The Wanaka Airport lease and Project Pure
And then yesterday, QLDC released the Wanaka airport lease agreement between QAC and the Council. It was the first time all councillors had laid eyes on it because the lease was negotiated under the delegated authority of the the Mayor and Councillors Hill and McLeod.
It includes some fairly scary provisions to allow for airport expansion, provisions that never went back to the council for discussion or sign-off. Those include the 100-year term and the ability for QAC to prevent the expansion of or demand relocation of Wanaka’s wastewater treatment plant and discharge field:
The Lessor [QLDC] will not carry out any future development of Project Pure, including any expansion of capacity of Project Pure, whilst it is situated on the Original Project Pure Site without obtaining the Lesseers [QAC] prior written consent, such consent not to be unreasonably withheld or delayed. The Lessor acknowledges and accepts that the following reasons would be reasonable for the Lessee to deny consent: if the Lessor is proposing to develop closer to the Lessee’s planned runway;
- if the Lessor is proposing to develop closer to the Lessee’s planned runway;
- if the Lessor’s proposing to develop new buildings or plant above the height of existing buildings or plant in Project Pure as the Commencement Date; and/or
- if proposed development materially conflicts with any regulatory and /or operational requirements of Wanaka Airport.
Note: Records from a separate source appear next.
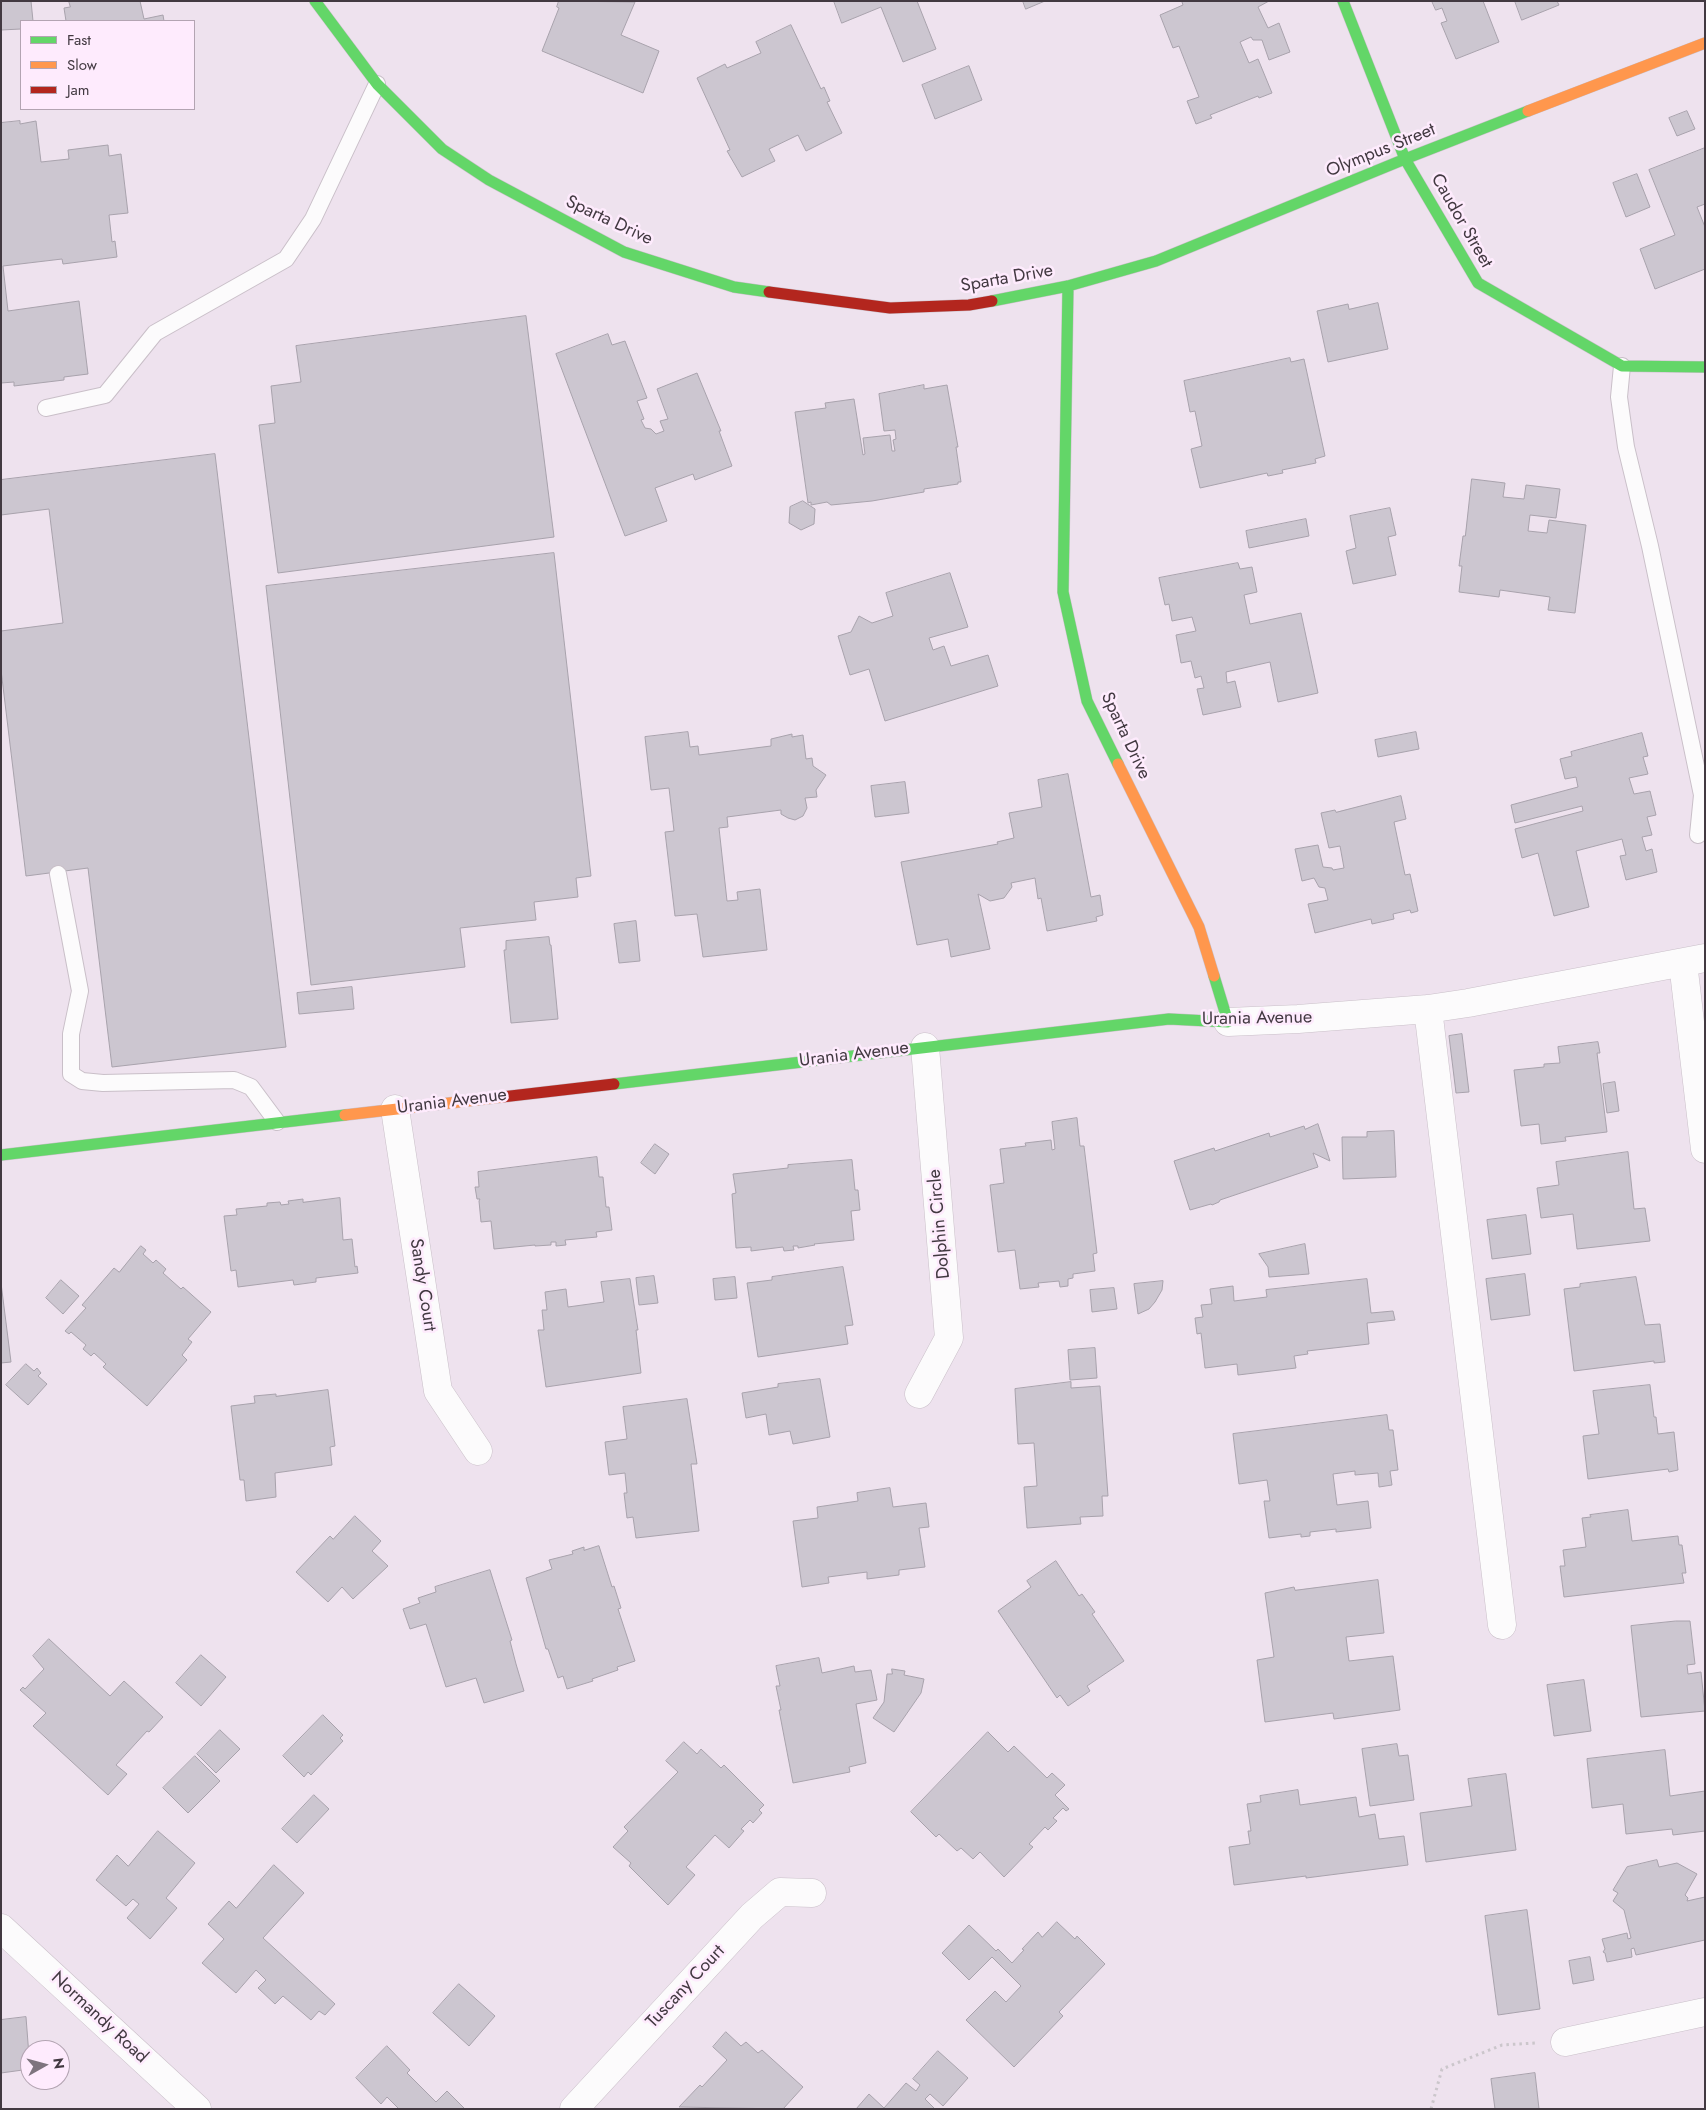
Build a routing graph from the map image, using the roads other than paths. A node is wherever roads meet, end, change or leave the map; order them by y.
1 (315, 1) edge
2 (1343, 1) edge
3 (1705, 43) edge
4 (377, 84) junction
5 (1405, 160) junction
6 (1068, 286) junction
7 (1622, 366) junction
8 (1705, 367) edge
9 (46, 408) dead end
10 (1698, 835) dead end
11 (58, 874) dead end
12 (1694, 960) edge
13 (1428, 1009) junction
14 (1228, 1022) junction
15 (925, 1047) junction
16 (394, 1109) junction
17 (277, 1122) junction
18 (1705, 1149) edge
19 (1, 1155) edge
20 (919, 1394) dead end
21 (478, 1451) dead end
22 (1502, 1625) dead end
23 (812, 1893) dead end
24 (1, 1928) edge
25 (1705, 2012) edge
26 (1564, 2042) road end
27 (197, 2109) edge
28 (574, 2109) edge

1 - 4 street, Sparta Drive
2 - 5 street, Caudor Street
3 - 5 street, Olympus Street
4 - 6 street, Sparta Drive
4 - 9 lane
5 - 6 street, Olympus Street
5 - 7 street, Caudor Street
6 - 14 street, Sparta Drive
7 - 8 street, Caudor Street
7 - 10 lane
11 - 17 lane
12 - 13 street, Urania Avenue
12 - 18 street
13 - 14 street, Urania Avenue
13 - 22 street
14 - 15 street, Urania Avenue
15 - 16 street, Urania Avenue
15 - 20 street, Dolphin Circle
16 - 17 street, Urania Avenue
16 - 21 street, Sandy Court
17 - 19 street, Urania Avenue
23 - 28 street, Tuscany Court
24 - 27 street, Normandy Road
25 - 26 street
The Lessee may on giving a minimum of 3 years prior written notice to the Lessor, require the Lessor to relocate Project Pure. In the case of the disposal fields, the notice can be given any time after the second anniversary of the Commencement Date. For the remainder of Project Pure, the notice can be given any time after the fifth anniversary of the Commencement Date.
These provisions should have been a consideration when councillors were mulling over the draft SOI; the Mayor and Councillors Hill and McLeod should have highlighted the risk to that vital piece of infrastructure, if unlimited airport expansion was not written out of the SOI. But they didn’t.
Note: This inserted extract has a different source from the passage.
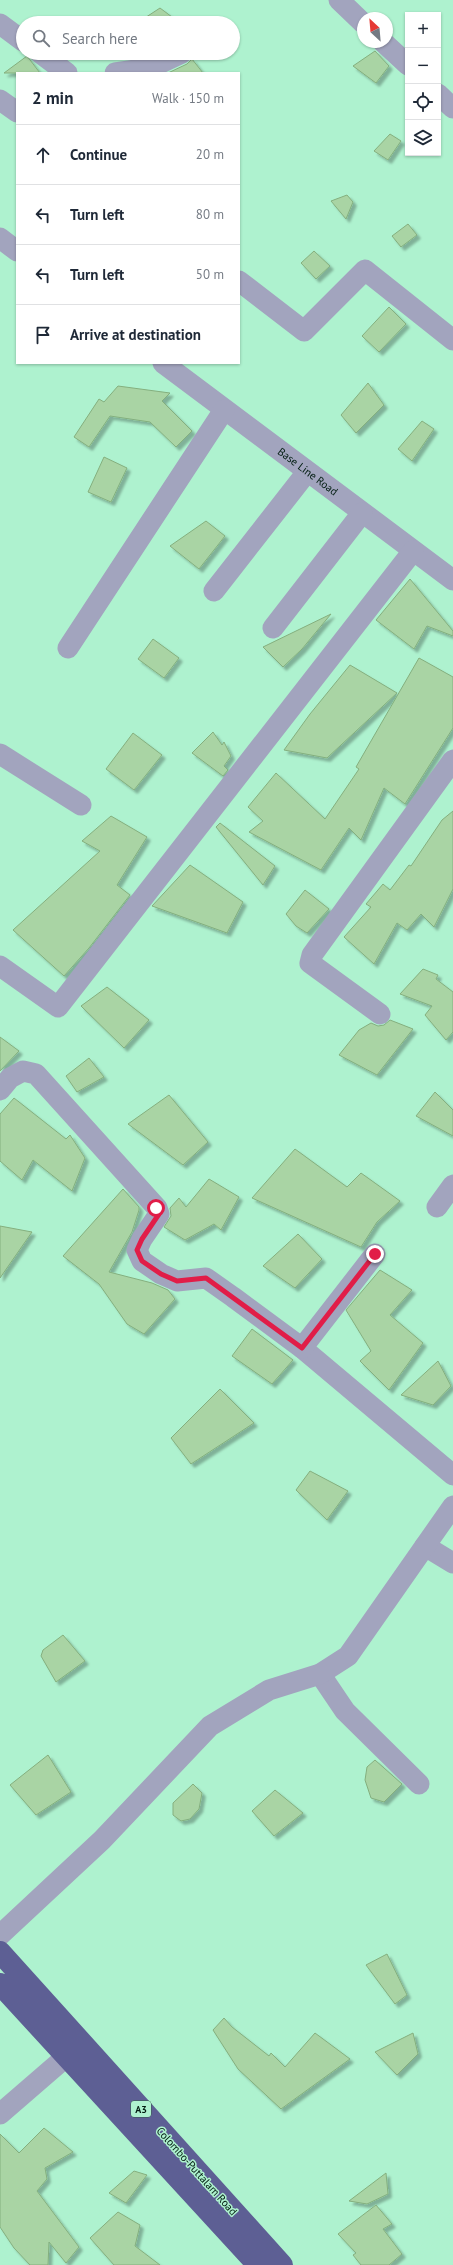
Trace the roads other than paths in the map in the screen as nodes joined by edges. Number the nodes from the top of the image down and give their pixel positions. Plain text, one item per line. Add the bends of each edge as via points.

And perhaps we should be asking whether they even had the authority to negotiate those provisions under delegation.
Conflicts of interest
Finally, there’s the issue of whether the Mayor’s potential and perceived conflicts were appropriately managed. He is Chair of Wayfare Group, the largest tourism company in the region if not the South Island, and yet he has been deeply involved in each of the above matters, all directly related to our ability to grow tourism in this district. A complaint has been laid.
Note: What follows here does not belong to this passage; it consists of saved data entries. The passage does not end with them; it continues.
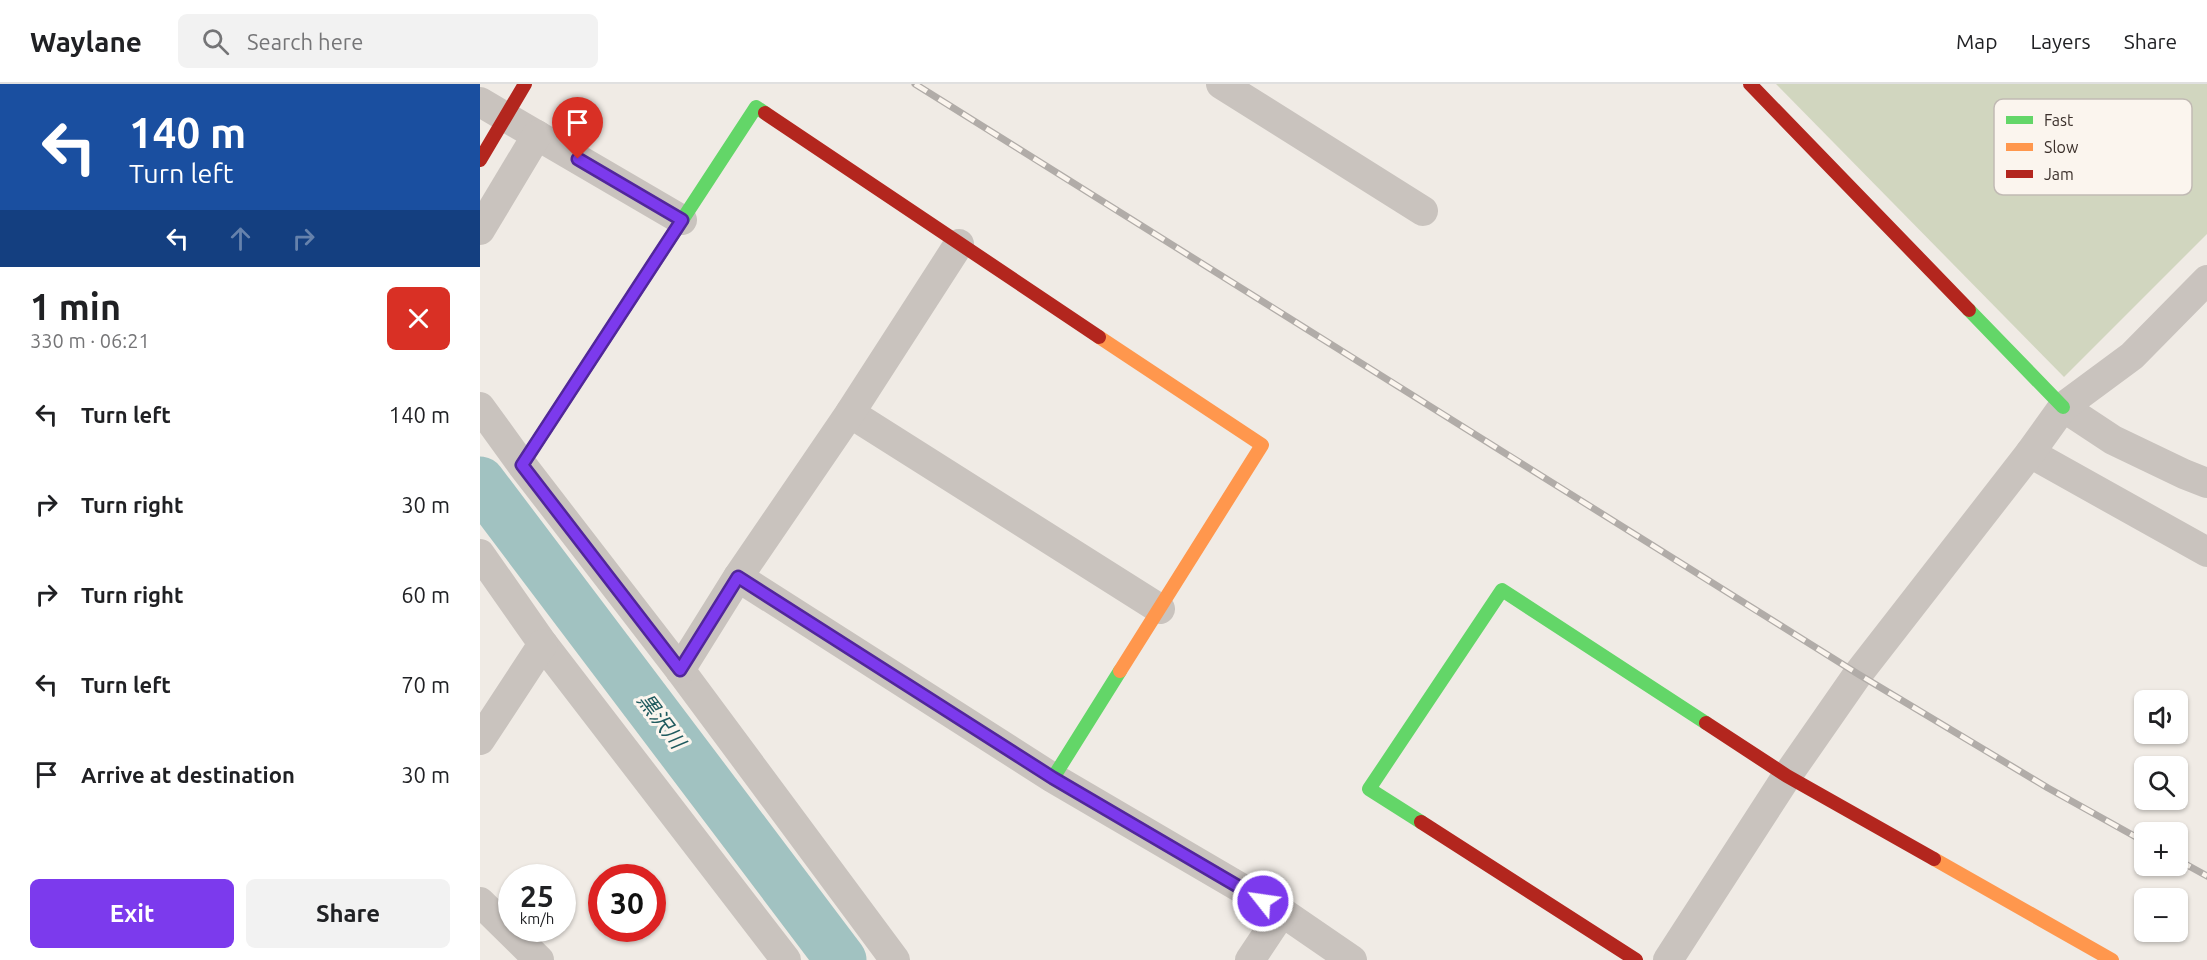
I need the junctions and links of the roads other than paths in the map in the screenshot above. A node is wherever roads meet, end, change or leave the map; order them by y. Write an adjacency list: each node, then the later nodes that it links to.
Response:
1 (525, 84): 6 (street, bridge)
2 (1221, 84): 7 (street)
3 (1750, 84): 13 (street)
4 (480, 102): 5 (street)
5 (537, 135): 8 (street); 9 (street)
6 (480, 160)
7 (1423, 211)
8 (682, 220): 10 (street); 16 (street)
9 (480, 230)
10 (959, 244): 14 (street); 21 (street)
11 (2207, 280): 13 (street)
12 (480, 407): 16 (street)
13 (2063, 407): 15 (street); 17 (street)
14 (850, 413): 20 (street); 21 (street)
15 (2030, 453): 18 (street); 25 (street)
16 (522, 465): 23 (street)
17 (2207, 483)
18 (2207, 552)
19 (480, 554): 22 (street)
20 (738, 577): 23 (street); 26 (street)
21 (1160, 609): 26 (street)
22 (543, 644): 24 (street); 30 (street)
23 (680, 670): 31 (street)
24 (480, 740)
25 (1787, 776): 34 (street); 35 (street); 36 (street)
26 (1053, 778): 28 (street)
27 (480, 902): 29 (street)
28 (1282, 912): 32 (street); 33 (street)
29 (539, 960)
30 (786, 960)
31 (895, 960)
32 (1250, 960)
33 (1352, 960)
34 (1636, 960)
35 (1668, 960)
36 (2112, 960)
If I had to sum this up, I’d say that under this Council’s leadership the management team has become very skilled at manoeuvring in the grey areas at the margins of democratic process. That’s the nicest way I can put it. And it’s something to be very concerned about.
If we don’t want to end up like Canterbury’s farmers – reliant on numbers to claw back the debt that enabled unbridled growth – we need to need to ensure that industry lobbies and corporate agendas can’t have an undue influence on decision-making. And to ensure that we need to do better than operating at the margins.
So, as councillors continue their public silence in the face of all this, let’s get behind those in the community (Wanaka Stakeholders Group take a bow) who are willing to stand up and challenge poor process. Naturally, those with a lot to lose will push back and try to belittle, marginalise or discredit the threat – that’s PR 101. As for the rest of us, it’s time to ditch the apathy, think about the consequences of continuing as we have been, and support those determined to wrestle our democracy back up the slippery slope.